Да, текла великая радость по родной земле, а кому не досталось ее в полной мере, те, припадая на коленки, сжимая детей своих или обращая взор свой на запад, надеялись, что за все страдания, мужество успокоит их заботой, сердечным вниманием твердая верная рука и даст последнее счастье.
Две большие кастрюли варенца и бутыль молока отдали они с матерью на базаре за бесценок.
— Может, и моего Ваню там угощают, — все еще верила она в чудо.
На вырученные деньги они купили хлеба, гидрожира, мяса и водки. Десять рублей Женя получил на конфеты. По дворам пошли калеки и заброшенные в Сибирь войной одиночки.
С запада шли составы. Теперь Женя бегал на станцию со сверстниками. Всякий раз мать провожала его словами: «Ступай, сынок, а вдруг да и встренешь папку». В раскрытых «телячьих» вагонах стояли солдаты, кричали, пели, махали руками и веточками и, когда поезд замедлял ход, бросали ребятишкам на ветер немецкие бумажки и монеты. «Если бы мой папка остался в живых, — думал Женя, протягивая руки к летевшим, как листья, бумажкам, — у, сколько бы он привез!»
То в праздники, то по случаю дня рождения или покупки костюмчика слышал Женя от матери: «Кабы был отец… Кабы встал да взглянул…» С этими мыслями проводила она его в первый раз в школу, с новым портфельчиком и тетрадками.
О сыне же думала она, когда зачастили свататься мужики. Один приходит, другой, третий.
— Нет, лучше буду вдовою. Не найти такого. Духу нет.

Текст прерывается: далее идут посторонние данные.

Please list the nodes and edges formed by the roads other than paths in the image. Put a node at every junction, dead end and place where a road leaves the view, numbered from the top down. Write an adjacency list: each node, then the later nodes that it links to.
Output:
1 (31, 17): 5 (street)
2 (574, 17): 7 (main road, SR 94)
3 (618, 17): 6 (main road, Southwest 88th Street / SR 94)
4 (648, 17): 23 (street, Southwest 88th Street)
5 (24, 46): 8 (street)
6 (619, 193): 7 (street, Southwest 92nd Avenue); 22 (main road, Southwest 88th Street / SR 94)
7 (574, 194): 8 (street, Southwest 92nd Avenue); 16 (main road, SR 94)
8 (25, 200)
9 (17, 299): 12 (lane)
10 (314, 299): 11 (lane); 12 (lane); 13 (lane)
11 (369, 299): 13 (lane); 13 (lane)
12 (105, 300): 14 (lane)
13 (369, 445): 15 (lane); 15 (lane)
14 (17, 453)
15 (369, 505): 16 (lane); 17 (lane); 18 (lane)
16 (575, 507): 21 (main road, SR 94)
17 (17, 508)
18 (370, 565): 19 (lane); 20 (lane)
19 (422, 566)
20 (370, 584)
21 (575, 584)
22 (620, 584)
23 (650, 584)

Каждое воскресенье на базаре, где Физа Антоновна торговала варенцом, околачивался горластый, похожий на цыгана мужик, скупал старые патефоны и пластинки, подновлял, клеил, заменял головки и диски и выносил на толкучку снова, привлекая внимание пением Руслановой и Ляли Черной. Женя привязался к нему, бегал от молочного прилавка слушать «Валенки» и «Синенький скромный платочек», желая взять этого дяденьку в папки не за то, что он смугло-красивый и пробивной, а за патефон и пластинки, которые чудно и трогательно заполнят их комнату мелодией и русскими голосами.